The Boston Globe, which has turned stories about child sexual abuse by Catholic priests into a cottage industry, refuses to publish the names of its own staff members who have been charged with sexual harassment, according to Bill Donohue, president of the Catholic League for Religious and Civil Rights.
"Sexual abuse is still going on at the Globe," Donohue wrote in a Dec. 18 press release. "In March, a young woman employee filed a complaint against a male journalist with human resources. She said he propositioned her to have sex with his wife. But nothing came of it."
"One year ago, the same man propositioned her to have sex with him," reported Donohue. "He was allowed to stay on the job, until, that is, more accusations were made against him from outside the office."
"So who is he? The Globe refuses to say," states Donohue. "They declared this to be a 'confidential personnel matter.' Indeed, they are proud of covering up for the predator."
"Globe editor Brian McGrory says he knows he will be accused of hypocrisy, but says, 'I can live with that far more easily than I can live with the thought of sacrificing our values to slake the thirst of this moment." wrote Donohue.
He continued, "What are those company values, Mr. McGrory? Honesty? Consistency? Fairness? Transparency? Not on your life. What about fidelity to the law? Under Massachusetts law, sexual harassment in the workplace covers both verbal and physical conduct. The law explicitly says that sexual advances andrequests for sexual favors constitute sexual harassment."
"There is no reason to think that this kind of cover-up isn't going on at other media outlets (predators were known to senior employees at NPR and the New York Times and nothing was done about it)," said Donohue. "What makes the Globe worse is that it refuses to hold itself to the same standard it insists that the Catholic Church must respect."
"To top things off, sexual harassment in the workplace is still going on, and its boss is bragging how confidentiality rights matter more than full disclosure," he said.
Commenting further on the Boston Globe's sexual harassment hypocrisy, Donohue states that in 2002 the investigative staff of the Globe published a book, Betrayal: The Crisis in the Catholic Church. In the book's foreword, Ben Bradlee Jr. complained that the Boston archdiocese settled claims of priestly sexual abuse "in private, with no public record."
Donohue asked, "Is that not what McGrory is now counseling—even touting—as the proper response to his miscreant employees?"

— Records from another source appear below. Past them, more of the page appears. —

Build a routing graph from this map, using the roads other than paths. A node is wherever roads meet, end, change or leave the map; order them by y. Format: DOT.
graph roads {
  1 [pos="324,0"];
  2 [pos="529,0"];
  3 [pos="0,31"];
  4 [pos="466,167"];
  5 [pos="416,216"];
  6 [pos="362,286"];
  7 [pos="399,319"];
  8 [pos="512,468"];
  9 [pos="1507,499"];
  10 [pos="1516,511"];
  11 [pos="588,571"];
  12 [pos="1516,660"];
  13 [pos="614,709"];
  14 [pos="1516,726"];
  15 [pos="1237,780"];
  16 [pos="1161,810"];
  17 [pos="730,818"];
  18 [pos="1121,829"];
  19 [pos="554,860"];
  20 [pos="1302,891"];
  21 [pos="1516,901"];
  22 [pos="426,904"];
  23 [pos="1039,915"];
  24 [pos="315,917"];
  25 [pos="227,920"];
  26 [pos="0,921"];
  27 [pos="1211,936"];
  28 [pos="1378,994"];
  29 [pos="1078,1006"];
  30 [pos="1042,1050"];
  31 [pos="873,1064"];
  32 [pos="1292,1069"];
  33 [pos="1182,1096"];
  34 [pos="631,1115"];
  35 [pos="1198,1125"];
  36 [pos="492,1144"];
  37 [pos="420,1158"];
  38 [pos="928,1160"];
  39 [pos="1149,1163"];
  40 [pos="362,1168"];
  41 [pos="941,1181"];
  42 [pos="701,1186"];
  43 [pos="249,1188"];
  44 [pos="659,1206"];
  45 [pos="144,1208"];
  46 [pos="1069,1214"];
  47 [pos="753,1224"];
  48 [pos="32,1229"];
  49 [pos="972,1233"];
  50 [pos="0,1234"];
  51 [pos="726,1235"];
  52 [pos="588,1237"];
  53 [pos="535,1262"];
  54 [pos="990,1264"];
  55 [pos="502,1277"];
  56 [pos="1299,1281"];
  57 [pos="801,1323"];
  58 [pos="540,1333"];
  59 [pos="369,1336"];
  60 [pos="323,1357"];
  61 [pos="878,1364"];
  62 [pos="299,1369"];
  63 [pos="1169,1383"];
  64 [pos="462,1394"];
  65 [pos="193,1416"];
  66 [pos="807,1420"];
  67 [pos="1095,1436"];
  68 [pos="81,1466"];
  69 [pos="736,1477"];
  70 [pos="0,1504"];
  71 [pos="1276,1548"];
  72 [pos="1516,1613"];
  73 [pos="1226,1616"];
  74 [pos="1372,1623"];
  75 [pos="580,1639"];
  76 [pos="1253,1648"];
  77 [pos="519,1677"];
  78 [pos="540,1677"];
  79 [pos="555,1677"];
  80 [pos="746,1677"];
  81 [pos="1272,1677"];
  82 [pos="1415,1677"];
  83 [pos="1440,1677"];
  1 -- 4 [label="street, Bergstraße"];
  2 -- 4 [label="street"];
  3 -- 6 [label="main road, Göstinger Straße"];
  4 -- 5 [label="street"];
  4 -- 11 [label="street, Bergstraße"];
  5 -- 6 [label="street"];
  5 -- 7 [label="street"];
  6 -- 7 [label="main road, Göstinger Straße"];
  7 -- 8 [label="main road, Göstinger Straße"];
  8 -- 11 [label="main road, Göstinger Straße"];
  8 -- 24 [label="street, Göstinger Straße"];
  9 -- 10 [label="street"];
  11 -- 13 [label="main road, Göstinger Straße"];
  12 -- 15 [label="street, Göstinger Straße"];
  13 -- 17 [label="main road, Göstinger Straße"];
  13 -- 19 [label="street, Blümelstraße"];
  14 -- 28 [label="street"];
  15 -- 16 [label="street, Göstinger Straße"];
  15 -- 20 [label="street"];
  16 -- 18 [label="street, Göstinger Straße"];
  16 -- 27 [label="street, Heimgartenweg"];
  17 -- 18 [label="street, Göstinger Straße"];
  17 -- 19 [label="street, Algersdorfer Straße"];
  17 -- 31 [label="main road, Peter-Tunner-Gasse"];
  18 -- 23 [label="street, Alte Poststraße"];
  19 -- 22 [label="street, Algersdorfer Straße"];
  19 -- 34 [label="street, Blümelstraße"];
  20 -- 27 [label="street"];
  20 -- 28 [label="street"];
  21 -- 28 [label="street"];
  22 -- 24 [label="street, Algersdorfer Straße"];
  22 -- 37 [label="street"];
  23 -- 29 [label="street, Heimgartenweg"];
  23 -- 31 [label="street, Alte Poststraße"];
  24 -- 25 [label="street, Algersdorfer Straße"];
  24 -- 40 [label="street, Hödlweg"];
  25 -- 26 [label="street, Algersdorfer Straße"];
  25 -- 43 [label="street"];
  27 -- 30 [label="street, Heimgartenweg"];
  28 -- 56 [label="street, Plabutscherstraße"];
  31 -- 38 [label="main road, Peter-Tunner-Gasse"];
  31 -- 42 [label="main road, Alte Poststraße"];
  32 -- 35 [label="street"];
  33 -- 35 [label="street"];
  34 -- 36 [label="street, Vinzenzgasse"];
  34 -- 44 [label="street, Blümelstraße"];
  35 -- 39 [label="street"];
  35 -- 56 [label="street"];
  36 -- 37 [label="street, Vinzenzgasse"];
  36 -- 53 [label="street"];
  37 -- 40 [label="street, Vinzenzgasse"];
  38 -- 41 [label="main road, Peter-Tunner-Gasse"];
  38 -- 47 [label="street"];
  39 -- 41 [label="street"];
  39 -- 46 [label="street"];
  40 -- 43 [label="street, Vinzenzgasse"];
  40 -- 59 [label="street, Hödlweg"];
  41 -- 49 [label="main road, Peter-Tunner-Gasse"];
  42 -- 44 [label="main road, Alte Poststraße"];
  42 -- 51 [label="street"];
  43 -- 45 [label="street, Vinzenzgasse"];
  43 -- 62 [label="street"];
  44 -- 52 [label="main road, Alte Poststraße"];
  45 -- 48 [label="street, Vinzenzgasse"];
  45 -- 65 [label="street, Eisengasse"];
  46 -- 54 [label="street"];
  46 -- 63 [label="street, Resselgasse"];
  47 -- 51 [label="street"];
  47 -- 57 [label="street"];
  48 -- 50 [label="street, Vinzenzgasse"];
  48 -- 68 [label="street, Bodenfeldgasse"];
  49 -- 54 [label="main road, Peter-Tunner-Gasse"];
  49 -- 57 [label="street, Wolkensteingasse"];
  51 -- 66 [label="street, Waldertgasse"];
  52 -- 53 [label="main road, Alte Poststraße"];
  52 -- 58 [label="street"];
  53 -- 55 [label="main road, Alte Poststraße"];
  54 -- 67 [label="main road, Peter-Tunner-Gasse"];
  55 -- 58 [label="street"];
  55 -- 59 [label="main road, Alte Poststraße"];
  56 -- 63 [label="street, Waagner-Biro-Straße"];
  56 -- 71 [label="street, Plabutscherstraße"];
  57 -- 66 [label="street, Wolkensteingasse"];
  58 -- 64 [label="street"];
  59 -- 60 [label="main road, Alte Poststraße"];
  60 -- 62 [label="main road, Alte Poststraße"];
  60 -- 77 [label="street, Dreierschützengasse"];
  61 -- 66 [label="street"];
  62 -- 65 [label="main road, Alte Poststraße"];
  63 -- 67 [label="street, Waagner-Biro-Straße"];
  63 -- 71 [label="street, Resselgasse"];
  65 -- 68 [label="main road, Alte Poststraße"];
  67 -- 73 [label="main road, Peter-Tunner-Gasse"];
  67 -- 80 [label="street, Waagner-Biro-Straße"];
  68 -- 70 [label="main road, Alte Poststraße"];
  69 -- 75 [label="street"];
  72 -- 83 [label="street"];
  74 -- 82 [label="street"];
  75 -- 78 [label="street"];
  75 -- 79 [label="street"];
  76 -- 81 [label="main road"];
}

Bradlee also praised the Globe's editor, Martin Baron, for challenging a judge's confidentiality order "on the grounds that the public interest in unsealing documents [of offending priests] outweighed the privacy concerns of the litigants." But apparently that standard does not apply to the Boston Globe itself.
"The editorial page of the Boston Globe has been relentless in calling out the Catholic Church for its reluctance to name the names of priests who have been disciplined for sexual abuse, even though it now insists it has no obligation to name the names of its employees who have been disciplined for such offenses," said Donohue.
"If the Boston Globe had any integrity, it would not have one standard for itself and one for the Catholic Church," he said. "But it plainly does, and that is why its credibility, at least on this matter, is shot."
"We need Hollywood to do a 'Spotlight' film on the corruption within the Boston Globe," said Donohue. "But that is not likely to happen: studio moguls, actors, and entertainers—most of whom feel about the Catholic Church the way the Globe does—are too embroiled in sexual abuse scandals of their own."